The problem with baking
Wednesday, February 06, 2013
Is that I ate way too many cupcakes this week. Thing is, I'm a very excellent cook and baker and wanted to start to learn to pipe icing for cupcakes and cakes for special occasions. So I got a piping starter kit and baked up a batch of chocolate cupcakes and practiced with a few tips. A bunch came out silly but I came up with a design that, in the future, I will make with all homemade ingredients and improve with the icing flower.
So in the future these will be a rich chocolate cupcake, topped with a pink tinted vanilla buttercream icing using a #104 tip to make a flower filled in the center with chocolate sprinkles. Made in silver foil cups. I haven't named it yet, but that's my first cupcake. This first experimental round, I ate too many. Next time I'll be sure to bake on a weekday and bring them all into work the next day and get rid of them. It was a lot of fun practicing the piping.

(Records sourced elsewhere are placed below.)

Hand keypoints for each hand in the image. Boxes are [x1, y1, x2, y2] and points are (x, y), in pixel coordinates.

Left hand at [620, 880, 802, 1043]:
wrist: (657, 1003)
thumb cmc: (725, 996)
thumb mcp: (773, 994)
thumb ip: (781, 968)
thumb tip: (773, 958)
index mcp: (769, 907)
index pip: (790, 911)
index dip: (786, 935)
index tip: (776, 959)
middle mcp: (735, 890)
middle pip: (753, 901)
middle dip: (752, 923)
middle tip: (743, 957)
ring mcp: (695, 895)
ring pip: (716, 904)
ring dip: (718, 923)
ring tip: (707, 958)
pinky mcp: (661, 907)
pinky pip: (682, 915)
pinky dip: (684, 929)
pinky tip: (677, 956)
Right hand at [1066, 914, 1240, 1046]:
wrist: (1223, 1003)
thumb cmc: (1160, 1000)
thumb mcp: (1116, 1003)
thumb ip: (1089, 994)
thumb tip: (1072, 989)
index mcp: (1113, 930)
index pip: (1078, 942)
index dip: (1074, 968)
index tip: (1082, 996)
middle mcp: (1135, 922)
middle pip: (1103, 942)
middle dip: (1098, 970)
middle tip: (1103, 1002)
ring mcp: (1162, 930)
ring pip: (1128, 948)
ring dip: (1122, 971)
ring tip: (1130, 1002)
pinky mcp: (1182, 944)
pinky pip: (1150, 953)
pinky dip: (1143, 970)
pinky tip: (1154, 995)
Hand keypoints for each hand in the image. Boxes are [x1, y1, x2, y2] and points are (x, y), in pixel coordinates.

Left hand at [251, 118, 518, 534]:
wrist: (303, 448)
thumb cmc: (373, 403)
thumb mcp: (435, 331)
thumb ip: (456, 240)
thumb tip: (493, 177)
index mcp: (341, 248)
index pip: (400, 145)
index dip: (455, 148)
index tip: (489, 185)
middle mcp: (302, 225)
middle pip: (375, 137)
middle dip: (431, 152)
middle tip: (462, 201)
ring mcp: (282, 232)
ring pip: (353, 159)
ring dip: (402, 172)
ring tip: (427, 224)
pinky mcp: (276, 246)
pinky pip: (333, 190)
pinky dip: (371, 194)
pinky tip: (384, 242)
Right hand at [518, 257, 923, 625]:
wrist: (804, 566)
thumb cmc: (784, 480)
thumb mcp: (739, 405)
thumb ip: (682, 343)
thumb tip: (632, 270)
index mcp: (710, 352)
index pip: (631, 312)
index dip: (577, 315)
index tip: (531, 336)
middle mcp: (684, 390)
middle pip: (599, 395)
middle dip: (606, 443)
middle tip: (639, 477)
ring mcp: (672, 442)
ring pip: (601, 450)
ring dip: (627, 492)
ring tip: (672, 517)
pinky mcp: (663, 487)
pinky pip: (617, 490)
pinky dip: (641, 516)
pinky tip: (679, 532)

Two days of very bad nights but the third was a solid nights sleep, I took something finally and slept straight through the night. The attacks are happening in my sleep for hours whether life is good or not; so if I have to take something to sleep then I guess that's what I have to do right now. Still learning to accept it. I don't have a grudge against my allergies do I? No, I just take allergy medicine. So why can't I learn to treat the anxiety the same way and not be embarrassed? When I have a relapse and it bothers my sleep, I take something. Logical, positive thinking. I need to sleep. I need sound, restful sleep. Not a nauseous game of panic from 2am to 5am every night. Working out will help my treatment, keeping ahead of things and enjoying work will help, eating well will help, knowing I'm working on fixing it will help. I put out the support net when I woke up Monday in a frenzy of sick. Time to get ready for bed and relax. I plan to have another good night of good sleep. Wish me luck.